---------- Task data ----------

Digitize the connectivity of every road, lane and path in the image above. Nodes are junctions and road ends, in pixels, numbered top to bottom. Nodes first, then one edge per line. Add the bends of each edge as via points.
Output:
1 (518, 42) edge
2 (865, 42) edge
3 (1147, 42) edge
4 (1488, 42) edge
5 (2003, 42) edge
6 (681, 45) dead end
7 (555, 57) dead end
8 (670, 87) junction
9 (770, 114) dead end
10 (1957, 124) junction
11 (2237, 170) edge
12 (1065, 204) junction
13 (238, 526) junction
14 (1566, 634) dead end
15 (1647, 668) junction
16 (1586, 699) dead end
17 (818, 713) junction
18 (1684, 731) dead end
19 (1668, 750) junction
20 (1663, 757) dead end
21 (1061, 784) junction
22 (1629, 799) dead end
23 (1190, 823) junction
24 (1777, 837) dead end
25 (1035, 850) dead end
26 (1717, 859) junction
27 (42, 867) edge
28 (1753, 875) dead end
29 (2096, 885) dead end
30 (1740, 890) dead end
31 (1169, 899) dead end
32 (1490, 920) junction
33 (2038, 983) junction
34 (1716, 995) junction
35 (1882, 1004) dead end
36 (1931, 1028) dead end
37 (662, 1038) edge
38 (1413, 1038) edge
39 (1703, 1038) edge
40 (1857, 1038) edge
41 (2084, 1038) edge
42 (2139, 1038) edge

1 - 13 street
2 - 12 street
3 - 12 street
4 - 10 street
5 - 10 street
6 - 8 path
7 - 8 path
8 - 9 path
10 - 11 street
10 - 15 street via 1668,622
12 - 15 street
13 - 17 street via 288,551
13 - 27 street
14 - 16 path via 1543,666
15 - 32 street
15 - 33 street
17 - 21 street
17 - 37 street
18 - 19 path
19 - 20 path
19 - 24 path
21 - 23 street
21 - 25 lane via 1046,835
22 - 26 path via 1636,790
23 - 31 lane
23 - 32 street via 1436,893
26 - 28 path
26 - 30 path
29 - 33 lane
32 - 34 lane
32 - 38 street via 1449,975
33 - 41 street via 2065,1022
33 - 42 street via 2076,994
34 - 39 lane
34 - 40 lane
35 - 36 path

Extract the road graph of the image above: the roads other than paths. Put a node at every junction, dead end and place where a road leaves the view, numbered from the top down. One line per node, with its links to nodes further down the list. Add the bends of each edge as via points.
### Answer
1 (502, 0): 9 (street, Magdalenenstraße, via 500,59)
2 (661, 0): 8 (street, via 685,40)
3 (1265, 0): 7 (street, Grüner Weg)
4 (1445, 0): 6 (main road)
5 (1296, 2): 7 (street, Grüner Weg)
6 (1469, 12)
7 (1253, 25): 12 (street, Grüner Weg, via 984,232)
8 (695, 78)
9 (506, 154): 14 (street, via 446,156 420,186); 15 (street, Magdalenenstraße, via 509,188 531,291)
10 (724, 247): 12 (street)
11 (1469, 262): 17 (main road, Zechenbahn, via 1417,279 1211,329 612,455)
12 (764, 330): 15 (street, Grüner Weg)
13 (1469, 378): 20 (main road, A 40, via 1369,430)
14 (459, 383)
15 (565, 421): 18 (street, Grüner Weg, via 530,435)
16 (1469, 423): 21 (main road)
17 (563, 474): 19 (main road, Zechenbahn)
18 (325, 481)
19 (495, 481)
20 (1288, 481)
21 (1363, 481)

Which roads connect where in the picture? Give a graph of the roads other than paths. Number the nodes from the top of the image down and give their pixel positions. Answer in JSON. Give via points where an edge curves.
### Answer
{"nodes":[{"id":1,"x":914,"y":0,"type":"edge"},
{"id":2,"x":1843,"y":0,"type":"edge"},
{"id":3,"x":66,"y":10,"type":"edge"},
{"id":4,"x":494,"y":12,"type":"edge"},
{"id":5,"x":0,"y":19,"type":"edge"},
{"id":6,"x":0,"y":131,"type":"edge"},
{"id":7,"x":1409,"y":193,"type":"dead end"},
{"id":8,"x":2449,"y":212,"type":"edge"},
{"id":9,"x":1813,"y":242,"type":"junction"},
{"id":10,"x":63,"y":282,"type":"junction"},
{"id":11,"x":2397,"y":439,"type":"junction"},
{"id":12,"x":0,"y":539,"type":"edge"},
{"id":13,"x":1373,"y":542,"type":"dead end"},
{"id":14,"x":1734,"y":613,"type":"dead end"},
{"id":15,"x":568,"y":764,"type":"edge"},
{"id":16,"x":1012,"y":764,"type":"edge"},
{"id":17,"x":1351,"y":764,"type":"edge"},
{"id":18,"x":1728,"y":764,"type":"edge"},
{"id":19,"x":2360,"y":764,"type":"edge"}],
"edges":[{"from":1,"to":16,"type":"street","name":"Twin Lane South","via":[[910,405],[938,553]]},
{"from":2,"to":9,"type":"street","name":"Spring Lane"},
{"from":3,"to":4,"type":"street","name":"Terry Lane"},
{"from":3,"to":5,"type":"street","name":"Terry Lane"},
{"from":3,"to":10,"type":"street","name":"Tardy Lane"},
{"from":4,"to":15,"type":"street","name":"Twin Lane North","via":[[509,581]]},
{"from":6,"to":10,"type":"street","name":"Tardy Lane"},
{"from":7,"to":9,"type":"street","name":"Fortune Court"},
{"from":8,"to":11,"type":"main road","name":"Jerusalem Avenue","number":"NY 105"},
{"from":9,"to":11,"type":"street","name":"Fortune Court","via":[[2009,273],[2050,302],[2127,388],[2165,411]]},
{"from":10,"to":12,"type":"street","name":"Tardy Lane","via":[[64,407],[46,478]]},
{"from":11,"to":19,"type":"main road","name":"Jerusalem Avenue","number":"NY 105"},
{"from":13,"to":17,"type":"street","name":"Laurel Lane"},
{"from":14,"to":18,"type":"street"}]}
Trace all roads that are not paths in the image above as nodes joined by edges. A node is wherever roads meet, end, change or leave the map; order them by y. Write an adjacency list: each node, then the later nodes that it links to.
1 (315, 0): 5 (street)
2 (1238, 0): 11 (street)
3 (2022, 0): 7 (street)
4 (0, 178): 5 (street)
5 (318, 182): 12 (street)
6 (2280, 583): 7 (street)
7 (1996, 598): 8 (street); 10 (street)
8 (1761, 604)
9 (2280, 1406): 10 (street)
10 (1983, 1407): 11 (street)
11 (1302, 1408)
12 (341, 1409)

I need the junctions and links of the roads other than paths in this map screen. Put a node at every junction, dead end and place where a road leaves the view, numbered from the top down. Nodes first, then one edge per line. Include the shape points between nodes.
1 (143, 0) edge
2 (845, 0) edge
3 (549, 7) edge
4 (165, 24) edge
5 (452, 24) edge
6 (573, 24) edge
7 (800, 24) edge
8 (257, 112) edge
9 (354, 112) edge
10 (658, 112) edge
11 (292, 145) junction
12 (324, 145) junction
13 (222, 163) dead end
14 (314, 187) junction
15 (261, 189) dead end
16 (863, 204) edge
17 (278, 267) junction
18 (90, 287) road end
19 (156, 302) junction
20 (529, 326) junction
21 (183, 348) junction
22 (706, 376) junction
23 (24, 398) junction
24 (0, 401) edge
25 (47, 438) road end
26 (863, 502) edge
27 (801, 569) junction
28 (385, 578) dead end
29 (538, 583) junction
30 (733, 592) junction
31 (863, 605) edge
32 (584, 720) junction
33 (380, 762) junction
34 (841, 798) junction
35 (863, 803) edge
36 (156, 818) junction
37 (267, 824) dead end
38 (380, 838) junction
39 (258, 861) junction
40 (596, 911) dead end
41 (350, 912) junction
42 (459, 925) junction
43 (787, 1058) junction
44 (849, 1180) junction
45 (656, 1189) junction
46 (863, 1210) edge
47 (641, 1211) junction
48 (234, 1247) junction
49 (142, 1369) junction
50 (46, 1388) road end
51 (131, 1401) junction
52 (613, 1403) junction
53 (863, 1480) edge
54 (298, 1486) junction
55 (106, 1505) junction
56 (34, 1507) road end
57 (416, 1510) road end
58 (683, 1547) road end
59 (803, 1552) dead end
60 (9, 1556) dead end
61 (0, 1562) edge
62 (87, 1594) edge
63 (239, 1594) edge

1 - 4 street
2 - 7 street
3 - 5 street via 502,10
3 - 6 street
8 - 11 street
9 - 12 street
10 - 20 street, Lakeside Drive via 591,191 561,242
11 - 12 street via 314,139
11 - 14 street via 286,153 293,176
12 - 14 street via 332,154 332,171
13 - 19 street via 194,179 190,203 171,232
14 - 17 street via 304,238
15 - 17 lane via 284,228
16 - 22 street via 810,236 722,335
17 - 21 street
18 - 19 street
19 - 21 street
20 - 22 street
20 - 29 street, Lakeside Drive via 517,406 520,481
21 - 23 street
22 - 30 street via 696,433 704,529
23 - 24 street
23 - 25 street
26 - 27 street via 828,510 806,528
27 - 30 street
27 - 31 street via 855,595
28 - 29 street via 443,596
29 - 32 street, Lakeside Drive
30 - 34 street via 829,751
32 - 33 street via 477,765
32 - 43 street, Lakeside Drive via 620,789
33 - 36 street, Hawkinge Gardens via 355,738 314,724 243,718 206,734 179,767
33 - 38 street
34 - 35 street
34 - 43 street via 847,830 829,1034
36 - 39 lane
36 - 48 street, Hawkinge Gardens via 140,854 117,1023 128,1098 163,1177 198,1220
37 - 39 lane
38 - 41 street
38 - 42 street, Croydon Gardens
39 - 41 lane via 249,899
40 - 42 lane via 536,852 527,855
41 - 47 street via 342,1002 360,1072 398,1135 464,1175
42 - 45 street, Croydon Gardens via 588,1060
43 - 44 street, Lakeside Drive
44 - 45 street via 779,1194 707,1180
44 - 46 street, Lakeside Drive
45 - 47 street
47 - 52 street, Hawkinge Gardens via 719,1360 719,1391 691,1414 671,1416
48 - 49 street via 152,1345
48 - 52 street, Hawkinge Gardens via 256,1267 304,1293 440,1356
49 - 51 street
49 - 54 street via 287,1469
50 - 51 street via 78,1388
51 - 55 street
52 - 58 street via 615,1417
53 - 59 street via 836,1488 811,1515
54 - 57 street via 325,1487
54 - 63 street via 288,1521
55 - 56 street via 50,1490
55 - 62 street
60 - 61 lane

----------

Exercise description => Report back each line of the entries that holds the string "edges".

Answer for this exercise =>
"edges":[{"from":1,"to":16,"type":"street","name":"Twin Lane South","via":[[910,405],[938,553]]},
Trace all roads that are not paths in the image above as nodes joined by edges. A node is wherever roads meet, end, change or leave the map; order them by y. Write an adjacency list: each node, then the later nodes that it links to.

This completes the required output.